Work instructions -
Report every line below that has the string "BAHIA" in it.

Saved entries:
☆ ☆ ☆ ☆ ☆
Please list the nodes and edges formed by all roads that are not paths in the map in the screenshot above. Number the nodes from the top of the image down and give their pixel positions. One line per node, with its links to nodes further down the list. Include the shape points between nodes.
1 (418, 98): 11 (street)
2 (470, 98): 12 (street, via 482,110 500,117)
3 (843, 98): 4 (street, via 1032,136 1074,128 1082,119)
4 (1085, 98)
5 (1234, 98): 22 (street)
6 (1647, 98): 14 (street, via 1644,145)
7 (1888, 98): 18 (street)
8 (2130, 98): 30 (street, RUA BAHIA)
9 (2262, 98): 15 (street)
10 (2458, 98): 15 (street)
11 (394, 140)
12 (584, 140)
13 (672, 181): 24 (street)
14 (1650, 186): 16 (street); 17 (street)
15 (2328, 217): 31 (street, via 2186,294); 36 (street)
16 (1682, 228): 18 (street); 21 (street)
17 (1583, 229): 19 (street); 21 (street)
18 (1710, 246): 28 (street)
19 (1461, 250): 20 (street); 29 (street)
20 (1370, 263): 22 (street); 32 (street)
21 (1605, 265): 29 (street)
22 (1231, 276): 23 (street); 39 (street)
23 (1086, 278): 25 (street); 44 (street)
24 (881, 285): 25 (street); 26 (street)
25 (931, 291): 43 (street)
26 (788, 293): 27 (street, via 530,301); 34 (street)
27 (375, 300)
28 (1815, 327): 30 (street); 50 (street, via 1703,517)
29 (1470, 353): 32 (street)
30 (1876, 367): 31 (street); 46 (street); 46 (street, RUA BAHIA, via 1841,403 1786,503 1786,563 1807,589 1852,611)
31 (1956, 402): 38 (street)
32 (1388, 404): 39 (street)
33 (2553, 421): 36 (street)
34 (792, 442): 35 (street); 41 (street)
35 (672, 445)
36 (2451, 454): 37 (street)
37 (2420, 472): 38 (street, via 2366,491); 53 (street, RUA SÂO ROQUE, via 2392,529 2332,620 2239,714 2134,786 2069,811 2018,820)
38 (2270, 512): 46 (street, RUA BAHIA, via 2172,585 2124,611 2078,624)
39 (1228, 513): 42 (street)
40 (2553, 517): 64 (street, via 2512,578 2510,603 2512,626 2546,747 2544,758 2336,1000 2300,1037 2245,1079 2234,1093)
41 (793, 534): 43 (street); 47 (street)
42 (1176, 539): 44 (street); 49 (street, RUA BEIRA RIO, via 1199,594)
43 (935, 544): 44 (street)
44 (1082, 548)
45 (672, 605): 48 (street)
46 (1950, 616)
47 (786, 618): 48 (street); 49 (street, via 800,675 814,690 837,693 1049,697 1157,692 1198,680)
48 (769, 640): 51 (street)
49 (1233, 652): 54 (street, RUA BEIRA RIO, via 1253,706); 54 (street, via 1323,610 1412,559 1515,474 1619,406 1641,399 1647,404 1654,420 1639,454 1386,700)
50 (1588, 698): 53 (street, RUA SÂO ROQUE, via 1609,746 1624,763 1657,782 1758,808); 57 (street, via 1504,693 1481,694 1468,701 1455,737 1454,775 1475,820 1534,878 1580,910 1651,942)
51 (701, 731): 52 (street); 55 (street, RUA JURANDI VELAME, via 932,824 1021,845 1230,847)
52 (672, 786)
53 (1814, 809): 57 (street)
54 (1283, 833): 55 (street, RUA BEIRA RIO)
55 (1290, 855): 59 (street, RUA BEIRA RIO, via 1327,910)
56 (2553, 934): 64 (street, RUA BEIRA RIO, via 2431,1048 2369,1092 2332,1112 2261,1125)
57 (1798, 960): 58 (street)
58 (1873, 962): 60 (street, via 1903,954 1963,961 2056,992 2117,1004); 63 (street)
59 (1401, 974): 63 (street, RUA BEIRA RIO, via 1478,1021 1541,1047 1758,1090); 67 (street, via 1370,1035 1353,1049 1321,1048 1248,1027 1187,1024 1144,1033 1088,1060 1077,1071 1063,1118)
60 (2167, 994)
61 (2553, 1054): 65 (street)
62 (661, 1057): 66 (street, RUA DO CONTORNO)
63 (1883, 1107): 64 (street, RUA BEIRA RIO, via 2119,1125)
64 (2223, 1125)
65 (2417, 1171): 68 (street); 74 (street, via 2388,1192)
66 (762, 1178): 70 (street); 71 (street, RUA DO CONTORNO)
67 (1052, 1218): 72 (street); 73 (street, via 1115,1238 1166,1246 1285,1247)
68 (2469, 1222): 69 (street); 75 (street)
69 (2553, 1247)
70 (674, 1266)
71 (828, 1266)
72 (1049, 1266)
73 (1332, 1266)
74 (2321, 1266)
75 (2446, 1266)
☆ ☆ ☆ ☆ ☆
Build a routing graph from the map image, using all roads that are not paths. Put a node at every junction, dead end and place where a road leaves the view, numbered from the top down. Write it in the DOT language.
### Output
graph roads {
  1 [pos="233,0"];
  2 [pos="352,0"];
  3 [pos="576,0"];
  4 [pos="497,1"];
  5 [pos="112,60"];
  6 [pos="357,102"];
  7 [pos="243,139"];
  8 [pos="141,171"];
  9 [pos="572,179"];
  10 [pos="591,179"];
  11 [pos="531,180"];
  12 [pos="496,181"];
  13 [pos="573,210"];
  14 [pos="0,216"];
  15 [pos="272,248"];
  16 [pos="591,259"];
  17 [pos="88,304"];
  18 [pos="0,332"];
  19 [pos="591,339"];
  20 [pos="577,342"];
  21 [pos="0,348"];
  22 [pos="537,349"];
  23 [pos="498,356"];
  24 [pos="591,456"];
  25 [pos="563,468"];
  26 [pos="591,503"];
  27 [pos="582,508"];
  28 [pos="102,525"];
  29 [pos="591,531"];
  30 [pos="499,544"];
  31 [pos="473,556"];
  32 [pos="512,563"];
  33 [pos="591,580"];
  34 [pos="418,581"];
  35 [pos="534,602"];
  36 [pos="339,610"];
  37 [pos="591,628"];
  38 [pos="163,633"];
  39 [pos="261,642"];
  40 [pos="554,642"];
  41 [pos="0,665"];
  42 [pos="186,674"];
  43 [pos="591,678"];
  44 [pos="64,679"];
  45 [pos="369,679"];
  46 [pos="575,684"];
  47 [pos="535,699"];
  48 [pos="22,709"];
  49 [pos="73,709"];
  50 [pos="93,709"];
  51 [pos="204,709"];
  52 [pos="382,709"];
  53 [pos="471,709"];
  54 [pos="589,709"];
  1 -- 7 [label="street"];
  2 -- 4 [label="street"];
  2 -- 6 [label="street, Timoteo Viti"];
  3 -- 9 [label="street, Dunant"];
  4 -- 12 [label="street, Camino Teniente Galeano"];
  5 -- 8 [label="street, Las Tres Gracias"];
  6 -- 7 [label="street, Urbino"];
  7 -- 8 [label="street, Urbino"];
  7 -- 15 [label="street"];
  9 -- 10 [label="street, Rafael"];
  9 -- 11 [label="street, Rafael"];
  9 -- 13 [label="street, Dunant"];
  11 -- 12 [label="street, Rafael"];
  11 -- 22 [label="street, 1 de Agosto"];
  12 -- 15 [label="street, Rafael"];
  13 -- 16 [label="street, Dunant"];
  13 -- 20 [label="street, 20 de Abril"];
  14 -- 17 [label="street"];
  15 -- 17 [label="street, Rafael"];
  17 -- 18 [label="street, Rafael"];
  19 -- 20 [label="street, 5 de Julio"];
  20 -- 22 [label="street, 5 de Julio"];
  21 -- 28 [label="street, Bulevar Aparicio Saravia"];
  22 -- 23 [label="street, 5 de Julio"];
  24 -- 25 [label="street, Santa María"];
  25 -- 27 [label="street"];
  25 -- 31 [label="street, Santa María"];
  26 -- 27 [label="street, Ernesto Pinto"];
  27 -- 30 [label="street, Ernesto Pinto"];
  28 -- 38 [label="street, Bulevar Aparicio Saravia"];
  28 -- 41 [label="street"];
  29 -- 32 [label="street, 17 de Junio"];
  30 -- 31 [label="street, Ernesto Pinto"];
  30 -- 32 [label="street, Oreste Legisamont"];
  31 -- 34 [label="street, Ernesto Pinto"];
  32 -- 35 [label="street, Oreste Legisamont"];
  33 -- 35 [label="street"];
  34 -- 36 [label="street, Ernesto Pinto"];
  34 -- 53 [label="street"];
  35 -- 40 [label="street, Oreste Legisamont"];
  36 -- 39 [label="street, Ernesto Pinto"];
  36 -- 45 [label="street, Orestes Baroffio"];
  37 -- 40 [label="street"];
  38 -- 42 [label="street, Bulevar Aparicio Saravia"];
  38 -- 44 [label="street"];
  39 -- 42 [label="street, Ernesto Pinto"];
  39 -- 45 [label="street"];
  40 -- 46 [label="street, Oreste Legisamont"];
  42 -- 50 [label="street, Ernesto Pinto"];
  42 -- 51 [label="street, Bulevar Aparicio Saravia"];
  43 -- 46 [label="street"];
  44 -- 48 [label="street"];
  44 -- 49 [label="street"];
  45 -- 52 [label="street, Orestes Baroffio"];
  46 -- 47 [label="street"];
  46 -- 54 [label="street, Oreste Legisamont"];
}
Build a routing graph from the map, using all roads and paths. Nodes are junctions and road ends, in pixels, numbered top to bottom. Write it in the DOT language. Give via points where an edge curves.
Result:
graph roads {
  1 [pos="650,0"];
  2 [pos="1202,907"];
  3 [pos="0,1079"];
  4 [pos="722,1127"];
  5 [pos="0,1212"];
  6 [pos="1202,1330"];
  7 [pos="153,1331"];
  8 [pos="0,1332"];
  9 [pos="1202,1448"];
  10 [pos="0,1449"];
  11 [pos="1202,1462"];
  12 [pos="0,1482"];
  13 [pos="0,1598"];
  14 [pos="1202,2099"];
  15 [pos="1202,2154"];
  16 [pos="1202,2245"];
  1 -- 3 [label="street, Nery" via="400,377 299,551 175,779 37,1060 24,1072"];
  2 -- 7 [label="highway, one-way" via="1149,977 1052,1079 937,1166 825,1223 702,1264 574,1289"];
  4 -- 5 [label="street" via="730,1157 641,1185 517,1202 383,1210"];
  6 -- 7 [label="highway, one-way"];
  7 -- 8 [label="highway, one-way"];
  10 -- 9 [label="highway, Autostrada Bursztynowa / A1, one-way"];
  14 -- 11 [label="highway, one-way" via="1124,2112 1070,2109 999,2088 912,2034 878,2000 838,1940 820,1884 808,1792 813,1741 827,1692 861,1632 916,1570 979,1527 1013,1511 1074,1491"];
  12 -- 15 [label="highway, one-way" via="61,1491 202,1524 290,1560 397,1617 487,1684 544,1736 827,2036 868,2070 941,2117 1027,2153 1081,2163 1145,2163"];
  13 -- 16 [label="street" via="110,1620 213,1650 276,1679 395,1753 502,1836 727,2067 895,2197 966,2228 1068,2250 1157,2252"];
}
☆ ☆ ☆ ☆ ☆
Written solution -
8 (2130, 98): 30 (street, RUA BAHIA)
30 (1876, 367): 31 (street); 46 (street); 46 (street, RUA BAHIA, via 1841,403 1786,503 1786,563 1807,589 1852,611)
38 (2270, 512): 46 (street, RUA BAHIA, via 2172,585 2124,611 2078,624)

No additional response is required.